■ **Task**
Please write the listing below out again exactly, leaving every picture behind.
[Data shown Boundary: Start]
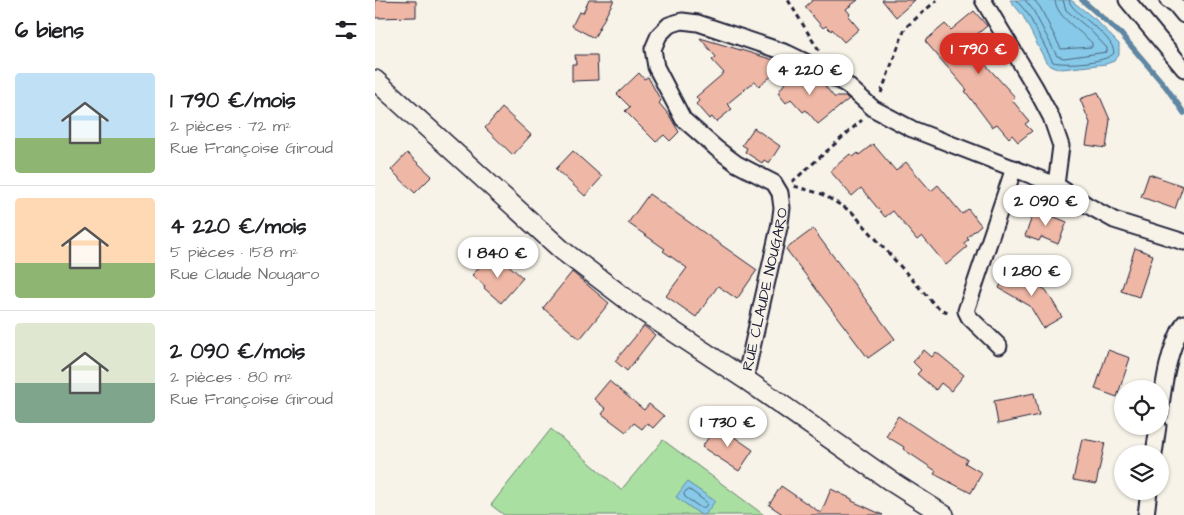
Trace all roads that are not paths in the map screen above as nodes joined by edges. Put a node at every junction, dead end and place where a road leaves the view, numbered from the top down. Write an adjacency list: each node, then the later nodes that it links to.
1 (983, 0): 8 (street)
2 (1127, 0): 5 (street)
3 (1168, 0): 4 (street)
4 (1184, 15)
5 (1184, 69)
6 (375, 80): 13 (street)
7 (1014, 168): 8 (street, RUE CLAUDE NOUGARO); 11 (street); 13 (street, RUE CLAUDE NOUGARO)
8 (1056, 185): 9 (street, RUE CLAUDE NOUGARO)
9 (1184, 242)
10 (1184, 323): 12 (street)
11 (999, 346)
12 (1178, 354): 14 (street)
13 (745, 379): 16 (street)
14 (1164, 380)
15 (1148, 500): 17 (street)
16 (944, 515)
17 (1146, 515)

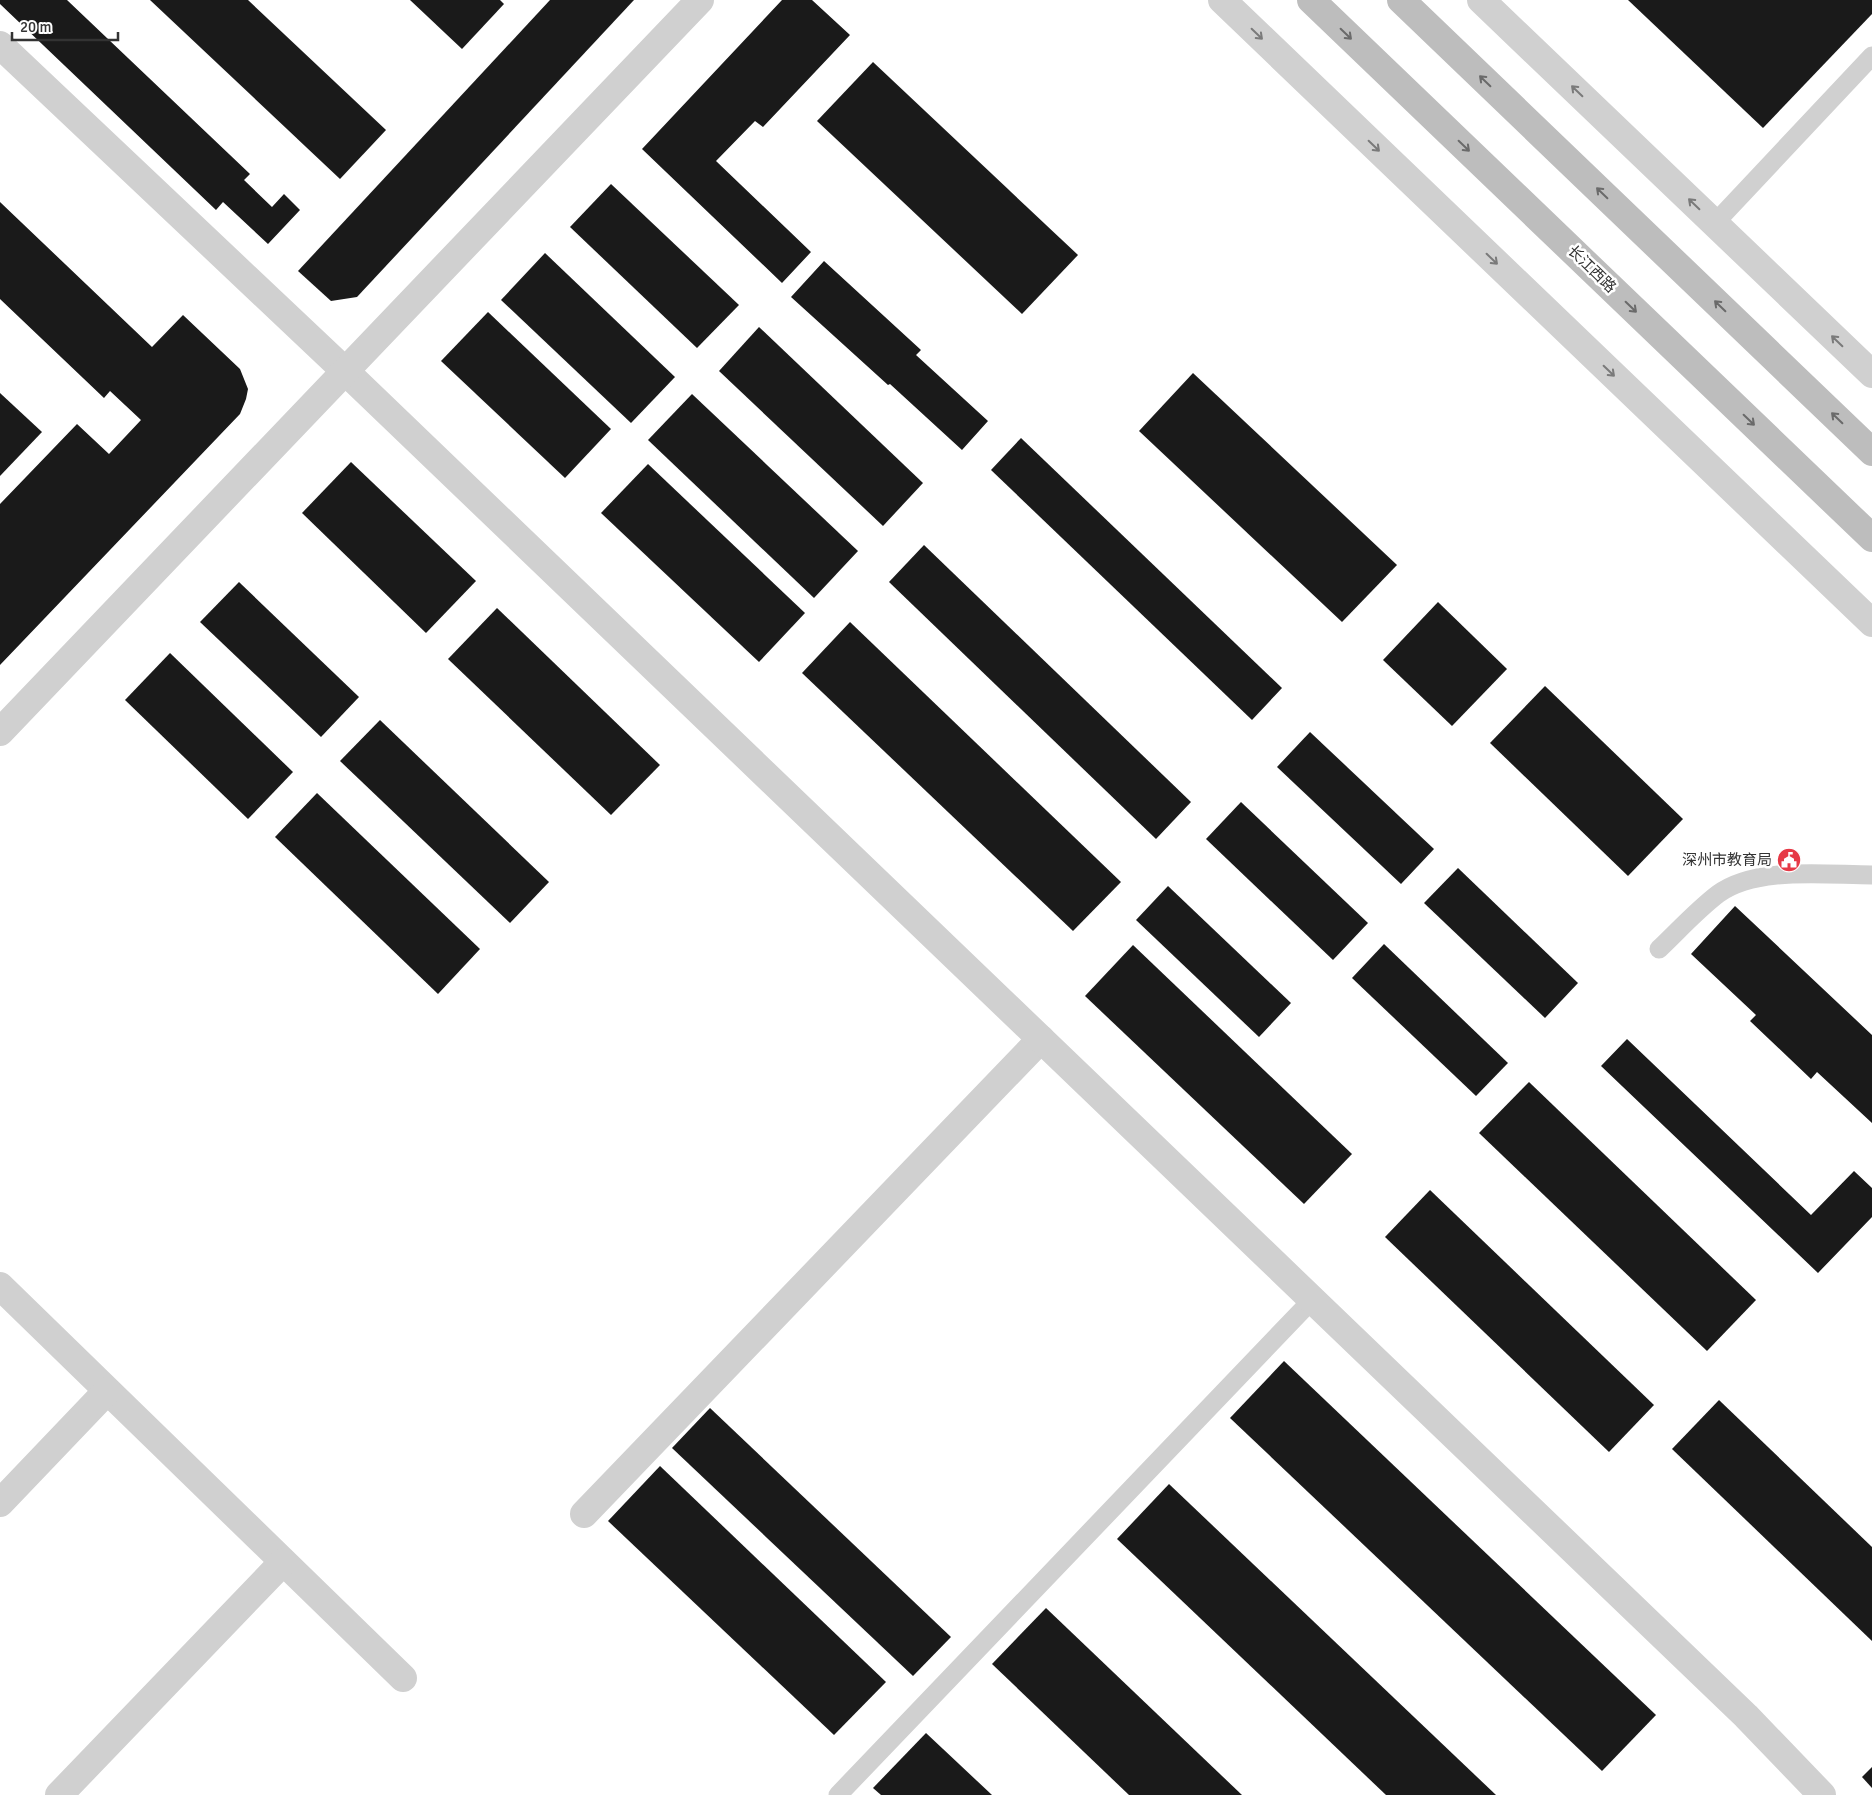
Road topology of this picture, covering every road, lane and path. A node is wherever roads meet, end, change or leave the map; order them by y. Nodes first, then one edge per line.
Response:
1 (700, 0) edge
2 (1222, 0) edge
3 (1311, 0) edge
4 (1401, 0) edge
5 (1481, 0) edge
6 (0, 45) edge
7 (1872, 56) edge
8 (1715, 223) junction
9 (345, 371) junction
10 (1872, 374) edge
11 (1872, 452) edge
12 (1872, 538) edge
13 (1872, 623) edge
14 (0, 732) edge
15 (1872, 875) edge
16 (1659, 950) dead end
17 (1041, 1040) junction
18 (0, 1286) edge
19 (1312, 1300) junction
20 (107, 1391) junction
21 (0, 1503) edge
22 (584, 1514) dead end
23 (283, 1562) junction
24 (403, 1678) dead end
25 (59, 1795) edge
26 (838, 1795) edge
27 (1822, 1795) edge

1 - 9 street
2 -> 13 street
3 -> 12 main road, 长江西路
11 -> 4 main road
8 -> 5 street
6 - 9 street
7 - 8 lane
10 -> 8 street
9 - 14 street
9 - 17 street
15 - 16 lane
17 - 19 street
17 - 22 street
18 - 20 street
19 - 26 lane
19 - 27 street
20 - 21 street
20 - 23 street
23 - 24 street
23 - 25 street

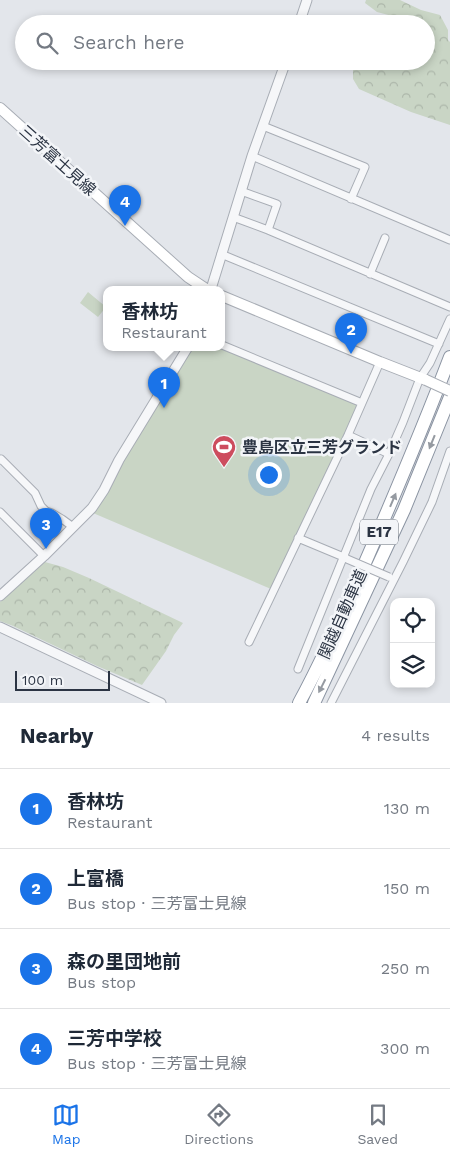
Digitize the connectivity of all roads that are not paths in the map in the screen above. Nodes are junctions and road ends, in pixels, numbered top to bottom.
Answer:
1 (307, 0) edge
2 (302, 15) edge
3 (283, 70) edge
4 (0, 108) edge
5 (263, 126) junction
6 (252, 156) junction
7 (241, 191) junction
8 (351, 199) junction
9 (233, 217) junction
10 (268, 230) junction
11 (385, 238) dead end
12 (450, 240) edge
13 (221, 254) junction
14 (370, 274) junction
15 (202, 286) edge
16 (212, 286) edge
17 (225, 297) edge
18 (450, 307) edge
19 (450, 319) edge
20 (439, 344) junction
21 (225, 346) edge
22 (186, 351) edge
23 (450, 358) edge
24 (380, 362) junction
25 (423, 379) junction
26 (450, 391) edge
27 (450, 397) edge
28 (362, 403) junction
29 (348, 436) junction
30 (450, 451) edge
31 (389, 454) junction
32 (0, 460) edge
33 (0, 512) edge
34 (73, 528) junction
35 (298, 538) junction
36 (44, 556) junction
37 (345, 558) junction
38 (392, 579) junction
39 (0, 596) edge
40 (0, 628) edge
41 (249, 642) dead end
42 (298, 669) dead end
43 (161, 703) edge
44 (300, 703) edge
45 (314, 703) edge
46 (331, 703) edge

1 - 2 street
3 - 5 street
4 - 15 main road, 三芳富士見線
5 - 6 street
5 - 8 street
6 - 7 street
6 - 8 street
7 - 9 street
7 - 10 street
8 - 12 street
9 - 10 street
9 - 13 street
10 - 14 street
11 - 14 street
13 - 16 street
13 - 20 street
14 - 18 street
17 - 24 main road
19 - 20 street
20 - 25 street
21 - 28 street
22 - 34 street
44 -> 23 highway, 関越自動車道 / E17
24 - 25 main road
24 - 28 street
25 - 26 main road, bridge
25 - 31 street
27 -> 45 highway, 関越自動車道 / E17
28 - 29 street
29 - 31 street
29 - 35 street
30 - 38 street
31 - 37 street
32 - 34 street
33 - 36 street
34 - 36 street
35 - 37 street
35 - 41 street
36 - 39 street
37 - 38 street, bridge
37 - 42 street
38 - 46 street
40 - 43 street

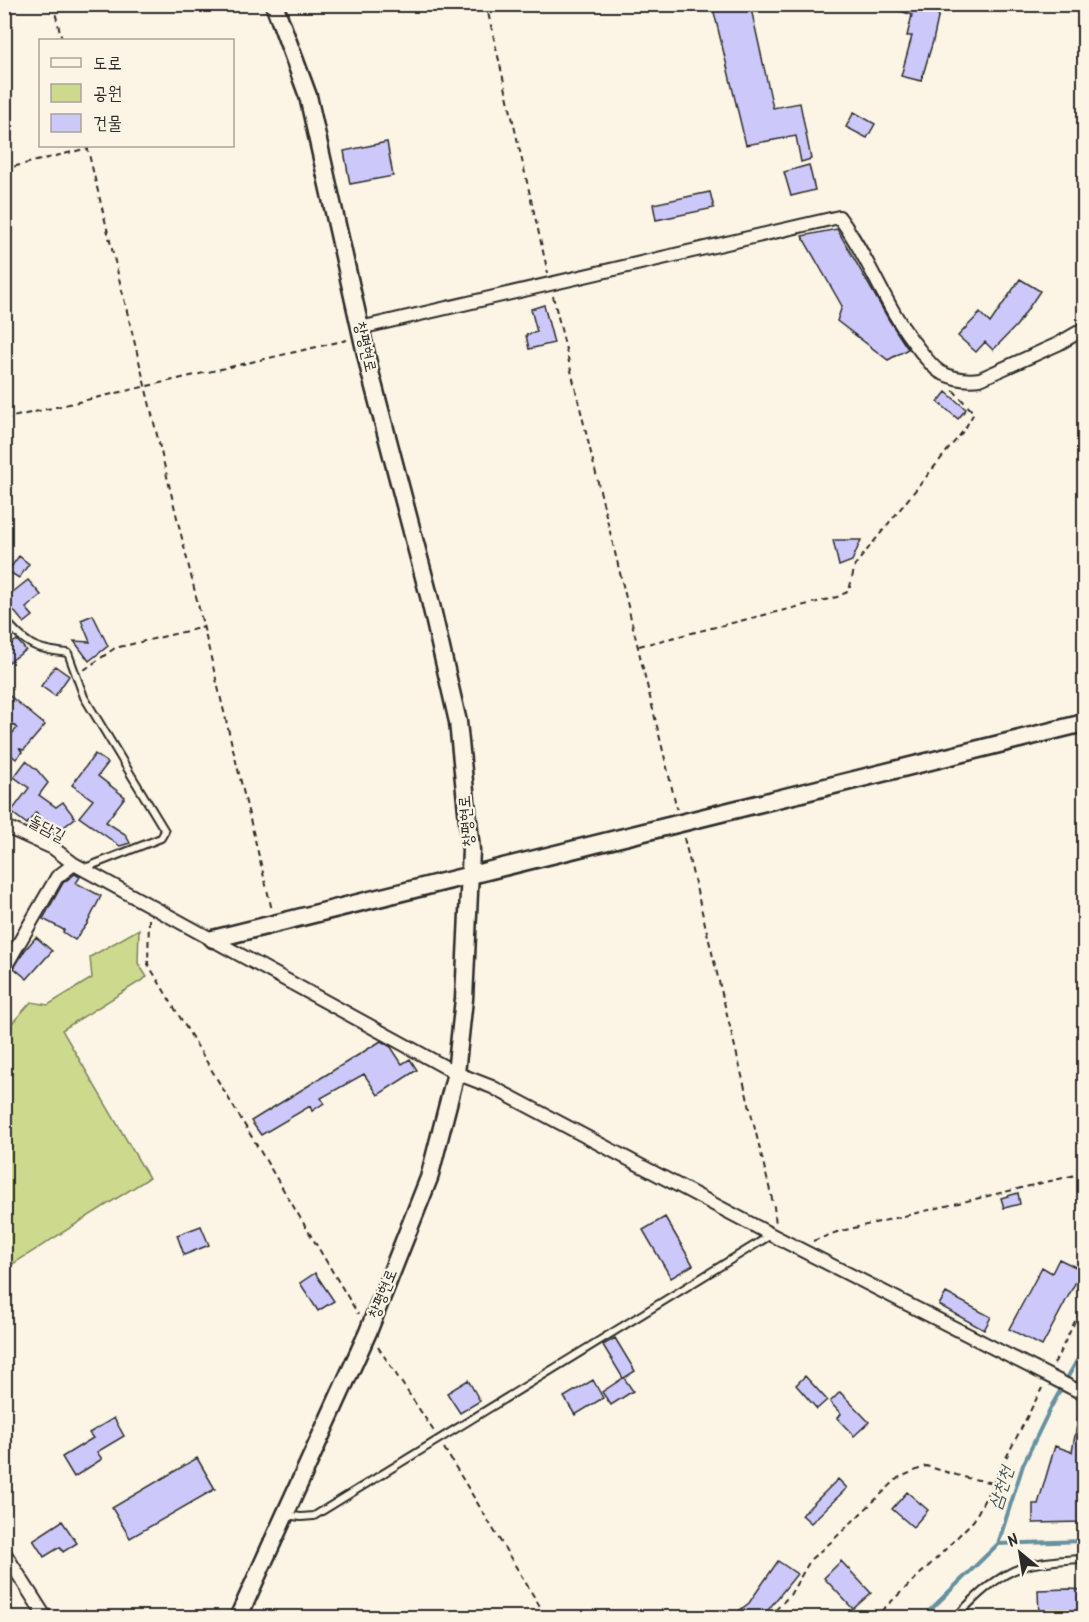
[Data shown Boundary: End]
■ **Answer to the problem**
Trace all roads that are not paths in the map screen above as nodes joined by edges. Put a node at every junction, dead end and place where a road leaves the view, numbered from the top down. Write an adjacency list: each node, then the later nodes that it links to.
1 (983, 0): 8 (street)
2 (1127, 0): 5 (street)
3 (1168, 0): 4 (street)
4 (1184, 15)
5 (1184, 69)
6 (375, 80): 13 (street)
7 (1014, 168): 8 (street, RUE CLAUDE NOUGARO); 11 (street); 13 (street, RUE CLAUDE NOUGARO)
8 (1056, 185): 9 (street, RUE CLAUDE NOUGARO)
9 (1184, 242)
10 (1184, 323): 12 (street)
11 (999, 346)
12 (1178, 354): 14 (street)
13 (745, 379): 16 (street)
14 (1164, 380)
15 (1148, 500): 17 (street)
16 (944, 515)
17 (1146, 515)

Road topology of this picture, covering every road, lane and path. A node is wherever roads meet, end, change or leave the map; order them by y. Nodes first, then one edge per line.
Response:
1 (700, 0) edge
2 (1222, 0) edge
3 (1311, 0) edge
4 (1401, 0) edge
5 (1481, 0) edge
6 (0, 45) edge
7 (1872, 56) edge
8 (1715, 223) junction
9 (345, 371) junction
10 (1872, 374) edge
11 (1872, 452) edge
12 (1872, 538) edge
13 (1872, 623) edge
14 (0, 732) edge
15 (1872, 875) edge
16 (1659, 950) dead end
17 (1041, 1040) junction
18 (0, 1286) edge
19 (1312, 1300) junction
20 (107, 1391) junction
21 (0, 1503) edge
22 (584, 1514) dead end
23 (283, 1562) junction
24 (403, 1678) dead end
25 (59, 1795) edge
26 (838, 1795) edge
27 (1822, 1795) edge

1 - 9 street
2 -> 13 street
3 -> 12 main road, 长江西路
11 -> 4 main road
8 -> 5 street
6 - 9 street
7 - 8 lane
10 -> 8 street
9 - 14 street
9 - 17 street
15 - 16 lane
17 - 19 street
17 - 22 street
18 - 20 street
19 - 26 lane
19 - 27 street
20 - 21 street
20 - 23 street
23 - 24 street
23 - 25 street

Digitize the connectivity of all roads that are not paths in the map in the screen above. Nodes are junctions and road ends, in pixels, numbered top to bottom.
Answer:
1 (307, 0) edge
2 (302, 15) edge
3 (283, 70) edge
4 (0, 108) edge
5 (263, 126) junction
6 (252, 156) junction
7 (241, 191) junction
8 (351, 199) junction
9 (233, 217) junction
10 (268, 230) junction
11 (385, 238) dead end
12 (450, 240) edge
13 (221, 254) junction
14 (370, 274) junction
15 (202, 286) edge
16 (212, 286) edge
17 (225, 297) edge
18 (450, 307) edge
19 (450, 319) edge
20 (439, 344) junction
21 (225, 346) edge
22 (186, 351) edge
23 (450, 358) edge
24 (380, 362) junction
25 (423, 379) junction
26 (450, 391) edge
27 (450, 397) edge
28 (362, 403) junction
29 (348, 436) junction
30 (450, 451) edge
31 (389, 454) junction
32 (0, 460) edge
33 (0, 512) edge
34 (73, 528) junction
35 (298, 538) junction
36 (44, 556) junction
37 (345, 558) junction
38 (392, 579) junction
39 (0, 596) edge
40 (0, 628) edge
41 (249, 642) dead end
42 (298, 669) dead end
43 (161, 703) edge
44 (300, 703) edge
45 (314, 703) edge
46 (331, 703) edge

1 - 2 street
3 - 5 street
4 - 15 main road, 三芳富士見線
5 - 6 street
5 - 8 street
6 - 7 street
6 - 8 street
7 - 9 street
7 - 10 street
8 - 12 street
9 - 10 street
9 - 13 street
10 - 14 street
11 - 14 street
13 - 16 street
13 - 20 street
14 - 18 street
17 - 24 main road
19 - 20 street
20 - 25 street
21 - 28 street
22 - 34 street
44 -> 23 highway, 関越自動車道 / E17
24 - 25 main road
24 - 28 street
25 - 26 main road, bridge
25 - 31 street
27 -> 45 highway, 関越自動車道 / E17
28 - 29 street
29 - 31 street
29 - 35 street
30 - 38 street
31 - 37 street
32 - 34 street
33 - 36 street
34 - 36 street
35 - 37 street
35 - 41 street
36 - 39 street
37 - 38 street, bridge
37 - 42 street
38 - 46 street
40 - 43 street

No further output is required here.